Although when thinking further about this, is not really 100% a breaking change:

  • When you want to request a new refresh token, you need to enter the App Key again. However that is not really a big issue, since you also need to enter the App Secret. So you need to login to your Dropbox account anyway.

    P.S. The App Secret is a non-persisted field. I only use it to get the Refresh token, but it is not stored in Node-RED for security reasons. Don't want to screw up anybody's Dropbox account...

  • I could keep the old value in the credentials. That would be a few lines of legacy code, but then I could do var clientId = node.clientId | node.credentials.clientId. Which means I use the plain text client id, but if that is not available I try to use the old clientId from the credentials. So as long as you would not get a new refresh token, the old App key (= client id) could still be used...

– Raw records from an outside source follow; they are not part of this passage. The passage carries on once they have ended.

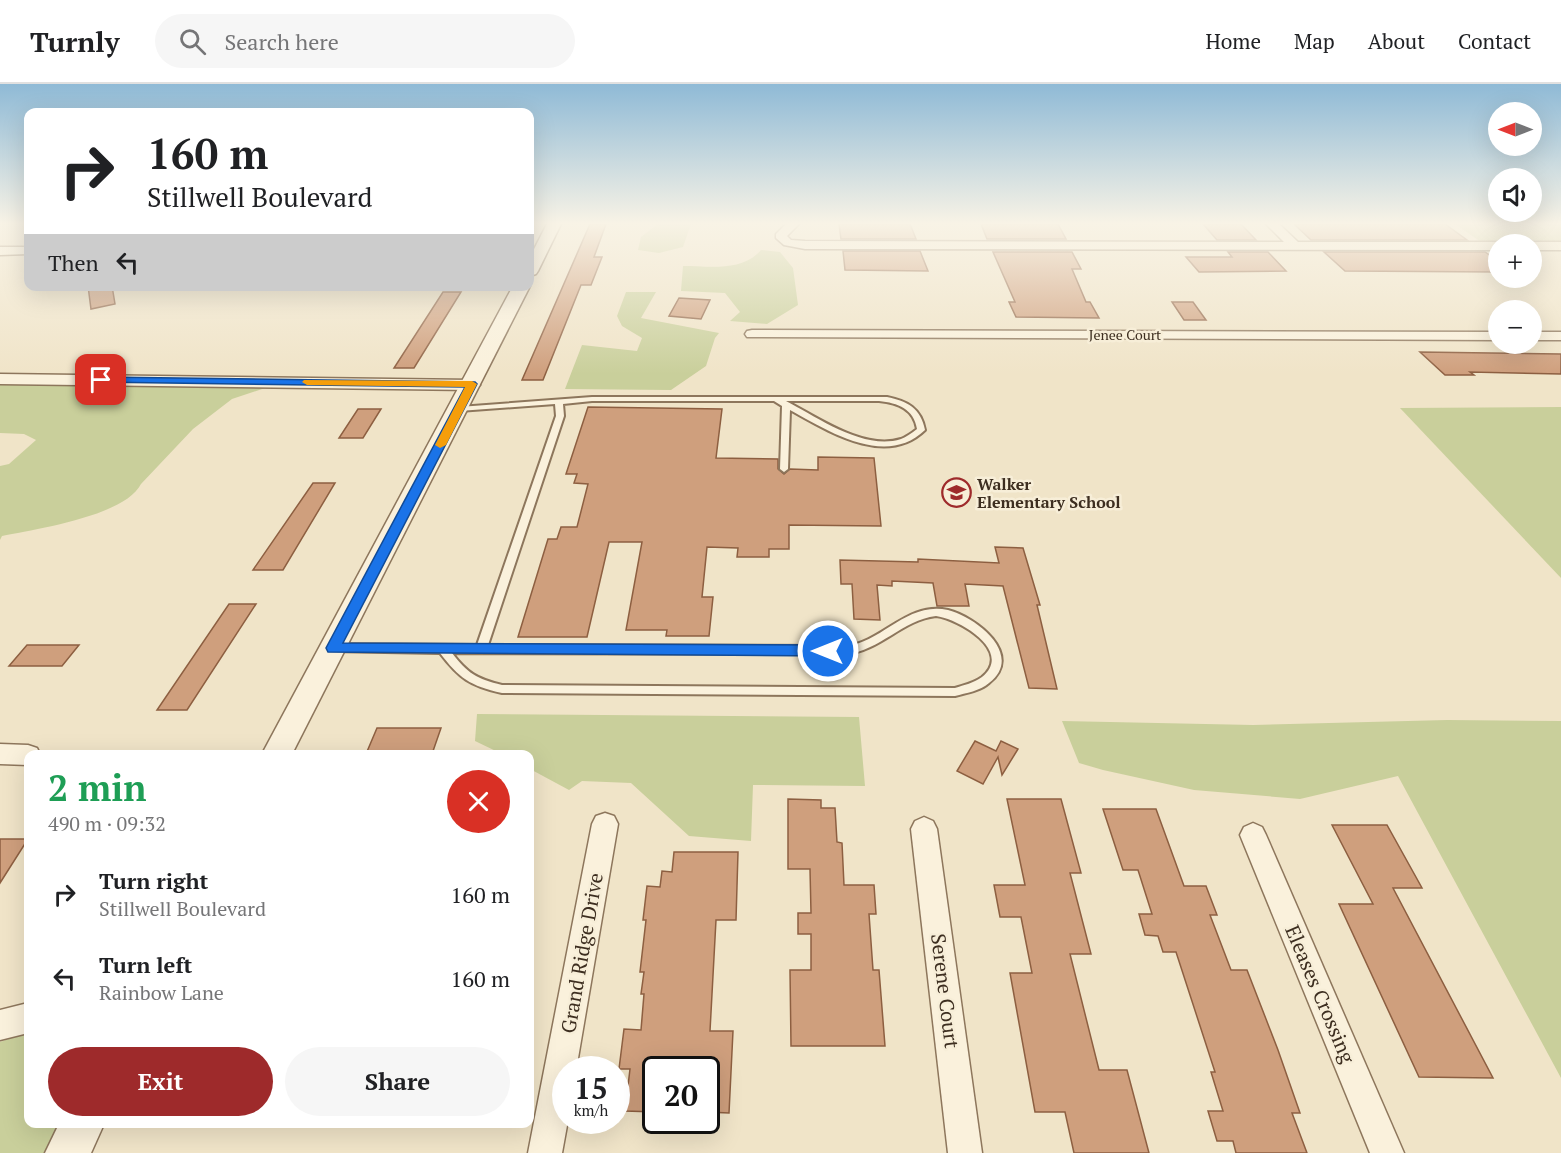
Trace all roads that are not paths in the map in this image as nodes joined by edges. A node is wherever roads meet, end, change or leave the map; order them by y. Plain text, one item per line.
1 (519, 291) edge
2 (752, 334) dead end
3 (1488, 336) edge
4 (1542, 336) edge
5 (1561, 336) edge
6 (0, 379) edge
7 (472, 384) junction
8 (775, 399) junction
9 (559, 402) junction
10 (786, 404) junction
11 (459, 409) junction
12 (784, 469) dead end
13 (333, 648) junction
14 (442, 648) junction
15 (481, 649) junction
16 (279, 750) edge
17 (0, 754) edge
18 (24, 754) edge
19 (605, 824) dead end
20 (924, 829) dead end
21 (1253, 834) dead end
22 (24, 1019) edge
23 (0, 1025) edge
24 (81, 1128) edge
25 (67, 1153) edge
26 (545, 1153) edge
27 (965, 1153) edge
28 (1388, 1153) edge

1 - 7 street
2 - 3 street, Jenee Court
4 - 5 street
6 - 7 street
7 - 11 street
8 - 9 lane
8 - 10 lane
8 - 10 lane
9 - 11 lane
9 - 15 lane
10 - 12 lane
11 - 13 street
13 - 14 lane
13 - 16 street
14 - 15 lane
14 - 15 lane
17 - 18 street
19 - 26 street, Grand Ridge Drive
20 - 27 street, Serene Court
21 - 28 street, Eleases Crossing
22 - 23 street
24 - 25 street

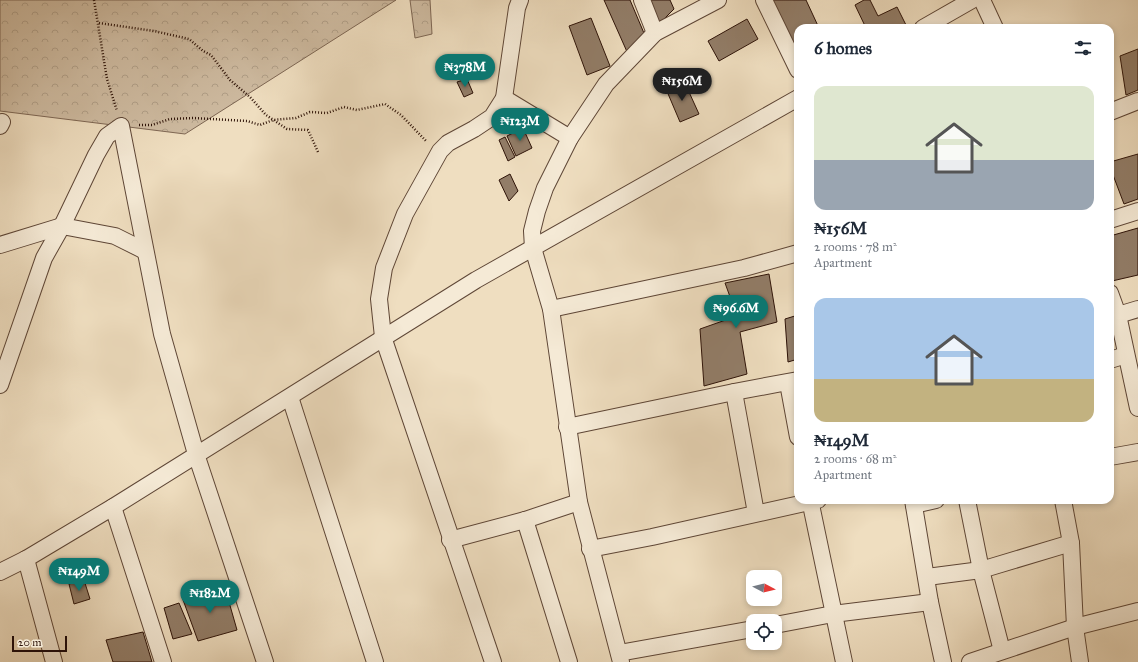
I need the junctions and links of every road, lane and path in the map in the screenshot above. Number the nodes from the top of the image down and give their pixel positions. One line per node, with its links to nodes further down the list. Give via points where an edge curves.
1 (94, 0): 8 (path)
2 (520, 0): 13 (street, via 516,8)
3 (642, 0): 11 (street)
4 (718, 0): 11 (street)
5 (764, 0): 12 (street)
6 (972, 0): 9 (street)
7 (982, 0): 10 (street)
8 (99, 23): 17 (path, via 189,39 203,52 211,55 230,80); 18 (path, via 107,79)
9 (930, 24)
10 (993, 24)
11 (655, 33): 19 (street, via 606,84)
12 (794, 62)
13 (504, 98): 19 (street); 21 (street, via 492,117 448,143)
14 (794, 100): 26 (street)
15 (1138, 101): 16 (street)
16 (1114, 110)
17 (273, 120): 18 (path, via 260,125 247,121 193,118 170,119 152,125); 20 (path, via 287,130 308,130); 21 (path, via 296,118 310,112 327,113 344,107 357,110 385,104 401,115)
18 (121, 126): 24 (street, via 107,136); 27 (street)
19 (570, 138): 26 (street, via 536,211)
20 (318, 152)
21 (438, 154): 33 (street, via 405,214 384,268 379,299)
22 (1138, 211): 23 (street)
23 (1114, 219)
24 (62, 226): 25 (street); 27 (street, via 115,236); 37 (street, via 44,258)
25 (0, 245)
26 (532, 248): 30 (street); 33 (street)
27 (145, 251): 44 (street, via 162,334)
28 (794, 254): 30 (street, via 744,268)
29 (1114, 304): 32 (street)
30 (551, 309): 42 (street)
31 (1138, 309): 32 (street)
32 (1118, 315): 34 (street)
33 (383, 337): 40 (street); 55 (street)
34 (1126, 355): 35 (street); 41 (street)
35 (1114, 359)
36 (793, 382): 38 (street); 39 (street)
37 (0, 385)
38 (734, 392): 42 (street); 53 (street)
39 (794, 393)
40 (290, 397): 44 (street); 73 (street)
41 (1138, 405)
42 (567, 426): 46 (street)
43 (1138, 452): 45 (street)
44 (196, 454): 52 (street); 72 (street)
45 (1114, 456)
46 (579, 502): 54 (street); 57 (street)
47 (799, 504): 53 (street)
48 (814, 504): 64 (street)
49 (913, 504): 61 (street)
50 (968, 504): 59 (street)
51 (1064, 504): 56 (street)
52 (113, 507): 58 (street); 71 (street)
53 (756, 513): 57 (street)
54 (525, 520): 55 (street); 75 (street)
55 (450, 540): 74 (street)
56 (1071, 543): 59 (street); 66 (street)
57 (590, 549): 69 (street)
58 (26, 559): 60 (street); 70 (street)
59 (981, 570): 61 (street); 68 (street)
60 (0, 572)
61 (927, 577): 62 (street)
62 (930, 602): 64 (street); 77 (street)
63 (1138, 611): 66 (street)
64 (833, 614): 65 (street); 76 (street)
65 (782, 624)
66 (1075, 627): 68 (street); 79 (street)
67 (746, 631): 69 (street)
68 (1002, 651): 78 (street)
69 (620, 658)
70 (54, 662)
71 (163, 662)
72 (265, 662)
73 (375, 662)
74 (493, 662)
75 (570, 662)
76 (844, 662)
77 (943, 662)
78 (970, 662)
79 (1080, 662)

Well this is just a matter of favorite flavour. I need to calculate the https url to access Dropbox for a new authentication flow. Can do that in two ways:

  • In the frontend I do an ajax call to an endpoint on the backend, which in turn calls the getAuthenticationUrl of the Javascript SDK. Rather simple code to be honest. I did already implemented like that in the current 2.0.0 version.

  • Or when you want to have all the OAuth related stuff in the frontend, then I need to remove the ajax call and endpoint. And then I need to implement the code myself in the frontend html, to generate the authentication url myself (similar to how the getAuthenticationUrl would do it on the backend). It will be around 20 lines of very cryptic code. So no big deal I think. However the problem is that I need to calculate a sha256 hash then in this frontend code. Cannot use the Web Crypto API digest function, because that is not available when people use a http connection to their Node-RED flow. So I need to add a custom function (like this) to the html file, to calculate it myself. But not sure if this is allowed in a semi-core node, because it can be considered as polluting the html file...

    BTW the Web Crypto API does not offer this digest function (to calculate hashes) when using a http connection (to Node-RED in this case), because when you would send the calculated hash across this unsecure connection then it can be intercepted. However I am not going to send it to Node-RED across the unsecure http connection. Instead I use it in the dropbox authentication url, which is a secure https url. So I don't think a security risk would be introduced by generating the hash myself. But if anybody thinks I am wrong, please let me know!!

Although I need to be a bit more clear about the endpoint. Suppose a user has an unsecure http connection to its Node-RED instance:

  1. The frontend does an ajax call to the endpoint to calculate an authorization url, and it passes the client id (= App Key) to the server. As mentioned above, that should be no security issue.

  2. The called endpoint will calculate an authentication url and return it to the frontend. That url contains - besides the client id - also the code_verifier.

  3. If somebody intercepts the response, he can get hold of that code_verifier. Which means it can be abused. Although the security risk is not very large, since that code verifier can only be used once (see here).

But to be honest I think it would be better to remove the endpoint, and do all the OAuth2 stuff in the frontend code. Then I don't need to send anything to Node-RED about OAuth2. Think that will be a better solution. A bit more code, but less (possible) vulnerabilities seems to me. But of course I am not a security expert.